Gee rates 32nd in the majors, tied with the likes of Roy Oswalt and Randy Wolf, which certainly isn't bad company. Being 32nd is good, but not great, which fits the Gee profile. It puts him among the top 25 percent of all pitchers.
Gee isn't a strikeout pitcher and that’s reflected in both his strikeout rate (6.4 per 9 innings) and walk rate (2.9 per 9). Let's use that in conjunction with some other information.
According to the stats published on Fangraphs.com, Gee has yielded 64 fly balls this season and four of them have gone for home runs. That 16:1 fly ball/home run rate is far, far better than the typical major league pitcher, whose rate is typically around 10:1.
That is likely a product both of Gee's pitching style and the ballpark in which he pitches approximately half the time.
We can look at Gee's Expected Fielding Independent Pitching (xFIP), which looks at what a pitcher's ERA should be based on his strikeouts and walks, and a major league average fly ball:home run rate.
Gee's xFIP is 3.91 -- a jump of a full point from his current ERA. That's tied for 76th best in the major leagues.

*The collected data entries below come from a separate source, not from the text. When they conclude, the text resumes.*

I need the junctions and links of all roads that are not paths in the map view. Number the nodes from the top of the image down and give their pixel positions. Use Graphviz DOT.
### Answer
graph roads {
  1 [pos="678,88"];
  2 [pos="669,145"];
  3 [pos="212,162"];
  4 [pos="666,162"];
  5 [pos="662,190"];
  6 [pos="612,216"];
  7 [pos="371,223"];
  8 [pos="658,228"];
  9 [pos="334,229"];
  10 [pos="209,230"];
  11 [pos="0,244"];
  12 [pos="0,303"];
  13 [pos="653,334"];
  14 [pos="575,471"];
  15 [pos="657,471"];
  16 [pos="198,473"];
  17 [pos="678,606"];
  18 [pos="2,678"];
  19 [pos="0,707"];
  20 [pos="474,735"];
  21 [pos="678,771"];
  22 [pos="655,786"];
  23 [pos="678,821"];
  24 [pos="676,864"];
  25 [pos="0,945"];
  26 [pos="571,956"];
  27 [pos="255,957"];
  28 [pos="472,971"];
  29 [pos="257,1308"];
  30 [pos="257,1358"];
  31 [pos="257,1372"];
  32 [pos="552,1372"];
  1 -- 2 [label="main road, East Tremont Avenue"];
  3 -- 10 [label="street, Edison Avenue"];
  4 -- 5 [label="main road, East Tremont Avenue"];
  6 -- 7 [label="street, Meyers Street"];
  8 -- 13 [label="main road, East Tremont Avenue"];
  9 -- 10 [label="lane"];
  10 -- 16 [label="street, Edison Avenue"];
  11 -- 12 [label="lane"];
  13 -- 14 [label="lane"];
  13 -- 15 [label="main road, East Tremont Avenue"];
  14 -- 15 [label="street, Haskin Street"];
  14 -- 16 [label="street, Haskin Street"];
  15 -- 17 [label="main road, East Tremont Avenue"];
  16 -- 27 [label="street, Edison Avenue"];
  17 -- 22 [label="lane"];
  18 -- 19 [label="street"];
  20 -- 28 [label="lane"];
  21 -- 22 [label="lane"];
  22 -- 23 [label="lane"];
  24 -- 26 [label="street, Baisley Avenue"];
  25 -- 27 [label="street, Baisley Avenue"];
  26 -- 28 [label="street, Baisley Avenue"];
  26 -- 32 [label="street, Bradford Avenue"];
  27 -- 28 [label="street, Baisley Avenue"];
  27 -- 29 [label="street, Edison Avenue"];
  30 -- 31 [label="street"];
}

It’s second-best on the Mets behind Jon Niese's 3.52.
Sabermetricians will tell you that a pitcher whose gap between his ERA and xFIP is that great will likely see his ERA rise in the near future.
The other stat often cited in this regard is his batting average on balls in play (BABIP, meaning at-bats that end other than with a strikeout or home run). Gee's BABIP is .244, which ranks 18th in the majors and seventh in the National League.
Most major league pitchers will have a BABIP between .290 and .310, because their teams are able to convert batted balls into outs at around a 70 percent rate.
Digging a little deeper
BABIP and xFIP aren't definitive. They can provide a clue to performance, but require digging a little deeper. In doing so, we can find what Gee has done best this season.
Our data shows that Gee has allowed 29 line drives this season, a rate of one for every six batted balls. That's a good rate, within striking distance of that of Roy Halladay and Cole Hamels.
But with that, the line drives Gee's allowing are not your typical ones. We use a company that major league teams use, Inside Edge, which charts every pitch and every batted ball in every game.
They use "video scouts" to make judgments on whether balls are hard hit. It's a subjective rating, but the criteria are such that you and I would ideally make the same call if we saw every batted ball.
Of those 29 line drives, only 12 have been classified as "well-hit" by these video scouts. An average major league pitcher would have yielded 19 out of 29, seven more than Gee, whose well-hit rate ranks seventh-best in the bigs in 2011.
And the good thing about avoiding "well-hit" line drives is that softly hit liners tend to be outs more frequently. Gee's only allowed a hit on 15 of his 29 liners, pretty good considering that line drives go for hits about three-quarters of the time.
I don't know what Gee is doing to induce soft line-drive contact, but it's worth watching him more closely to see if both this and his winning ways can continue.